Stored data:
- Opening Delimiter -

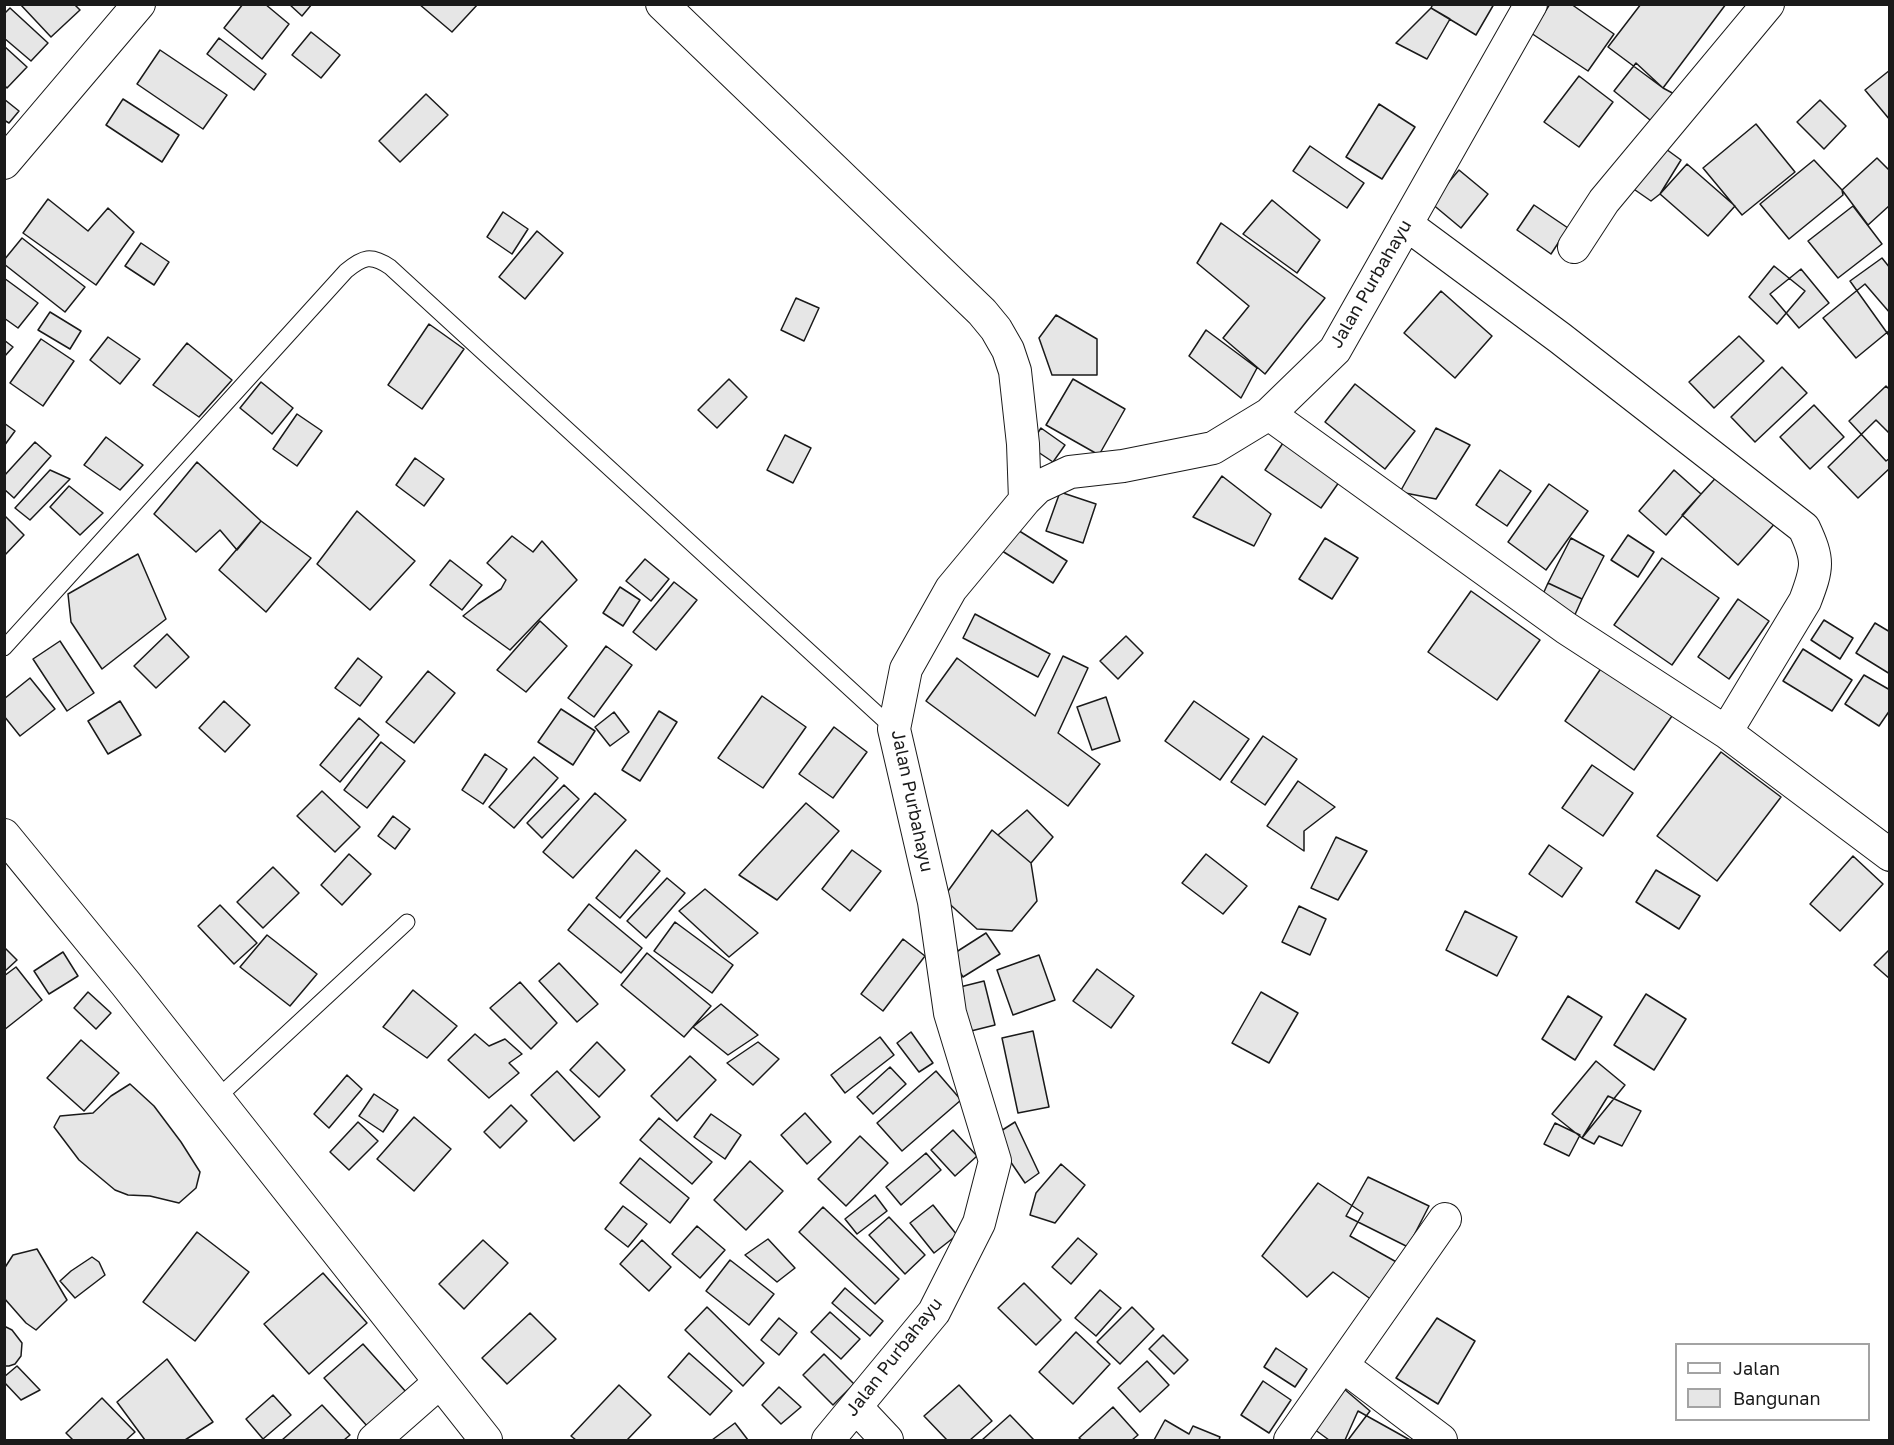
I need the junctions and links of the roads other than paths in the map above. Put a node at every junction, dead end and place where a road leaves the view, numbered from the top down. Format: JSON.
{"nodes":[{"id":1,"x":139,"y":4,"type":"edge"},
{"id":2,"x":662,"y":4,"type":"edge"},
{"id":3,"x":1531,"y":4,"type":"edge"},
{"id":4,"x":1768,"y":4,"type":"edge"},
{"id":5,"x":4,"y":163,"type":"edge"},
{"id":6,"x":1406,"y":224,"type":"junction"},
{"id":7,"x":1574,"y":247,"type":"dead end"},
{"id":8,"x":1269,"y":414,"type":"junction"},
{"id":9,"x":1024,"y":500,"type":"junction"},
{"id":10,"x":4,"y":648,"type":"edge"},
{"id":11,"x":894,"y":729,"type":"junction"},
{"id":12,"x":1726,"y":732,"type":"junction"},
{"id":13,"x":4,"y":836,"type":"edge"},
{"id":14,"x":1890,"y":855,"type":"edge"},
{"id":15,"x":407,"y":922,"type":"dead end"},
{"id":16,"x":216,"y":1099,"type":"junction"},
{"id":17,"x":1445,"y":1219,"type":"dead end"},
{"id":18,"x":1343,"y":1366,"type":"junction"},
{"id":19,"x":440,"y":1382,"type":"junction"},
{"id":20,"x":856,"y":1407,"type":"junction"},
{"id":21,"x":374,"y":1440,"type":"edge"},
{"id":22,"x":486,"y":1440,"type":"edge"},
{"id":23,"x":828,"y":1440,"type":"edge"},
{"id":24,"x":887,"y":1440,"type":"edge"},
{"id":25,"x":1290,"y":1440,"type":"edge"},
{"id":26,"x":1441,"y":1440,"type":"edge"}],
"edges":[{"from":1,"to":5,"type":"street"},
{"from":2,"to":9,"type":"street"},
{"from":3,"to":6,"type":"street","name":"Jalan Purbahayu"},
{"from":4,"to":7,"type":"street"},
{"from":6,"to":8,"type":"street","name":"Jalan Purbahayu"},
{"from":6,"to":12,"type":"street"},
{"from":8,"to":9,"type":"street","name":"Jalan Purbahayu"},
{"from":8,"to":12,"type":"street"},
{"from":9,"to":11,"type":"street","name":"Jalan Purbahayu"},
{"from":10,"to":11,"type":"lane"},
{"from":11,"to":20,"type":"street","name":"Jalan Purbahayu"},
{"from":12,"to":14,"type":"street"},
{"from":13,"to":16,"type":"street"},
{"from":15,"to":16,"type":"lane"},
{"from":16,"to":19,"type":"street"},
{"from":17,"to":18,"type":"street"},
{"from":18,"to":25,"type":"street"},
{"from":18,"to":26,"type":"street"},
{"from":19,"to":21,"type":"street"},
{"from":19,"to":22,"type":"street"},
{"from":20,"to":23,"type":"street","name":"Jalan Purbahayu"},
{"from":20,"to":24,"type":"street"}]}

- Closing Delimiter -

Reproduce all of the data exactly; the pictures do not belong in the copy.

I need the junctions and links of the roads other than paths in the map above. Put a node at every junction, dead end and place where a road leaves the view, numbered from the top down. Format: JSON.
{"nodes":[{"id":1,"x":139,"y":4,"type":"edge"},
{"id":2,"x":662,"y":4,"type":"edge"},
{"id":3,"x":1531,"y":4,"type":"edge"},
{"id":4,"x":1768,"y":4,"type":"edge"},
{"id":5,"x":4,"y":163,"type":"edge"},
{"id":6,"x":1406,"y":224,"type":"junction"},
{"id":7,"x":1574,"y":247,"type":"dead end"},
{"id":8,"x":1269,"y":414,"type":"junction"},
{"id":9,"x":1024,"y":500,"type":"junction"},
{"id":10,"x":4,"y":648,"type":"edge"},
{"id":11,"x":894,"y":729,"type":"junction"},
{"id":12,"x":1726,"y":732,"type":"junction"},
{"id":13,"x":4,"y":836,"type":"edge"},
{"id":14,"x":1890,"y":855,"type":"edge"},
{"id":15,"x":407,"y":922,"type":"dead end"},
{"id":16,"x":216,"y":1099,"type":"junction"},
{"id":17,"x":1445,"y":1219,"type":"dead end"},
{"id":18,"x":1343,"y":1366,"type":"junction"},
{"id":19,"x":440,"y":1382,"type":"junction"},
{"id":20,"x":856,"y":1407,"type":"junction"},
{"id":21,"x":374,"y":1440,"type":"edge"},
{"id":22,"x":486,"y":1440,"type":"edge"},
{"id":23,"x":828,"y":1440,"type":"edge"},
{"id":24,"x":887,"y":1440,"type":"edge"},
{"id":25,"x":1290,"y":1440,"type":"edge"},
{"id":26,"x":1441,"y":1440,"type":"edge"}],
"edges":[{"from":1,"to":5,"type":"street"},
{"from":2,"to":9,"type":"street"},
{"from":3,"to":6,"type":"street","name":"Jalan Purbahayu"},
{"from":4,"to":7,"type":"street"},
{"from":6,"to":8,"type":"street","name":"Jalan Purbahayu"},
{"from":6,"to":12,"type":"street"},
{"from":8,"to":9,"type":"street","name":"Jalan Purbahayu"},
{"from":8,"to":12,"type":"street"},
{"from":9,"to":11,"type":"street","name":"Jalan Purbahayu"},
{"from":10,"to":11,"type":"lane"},
{"from":11,"to":20,"type":"street","name":"Jalan Purbahayu"},
{"from":12,"to":14,"type":"street"},
{"from":13,"to":16,"type":"street"},
{"from":15,"to":16,"type":"lane"},
{"from":16,"to":19,"type":"street"},
{"from":17,"to":18,"type":"street"},
{"from":18,"to":25,"type":"street"},
{"from":18,"to":26,"type":"street"},
{"from":19,"to":21,"type":"street"},
{"from":19,"to":22,"type":"street"},
{"from":20,"to":23,"type":"street","name":"Jalan Purbahayu"},
{"from":20,"to":24,"type":"street"}]}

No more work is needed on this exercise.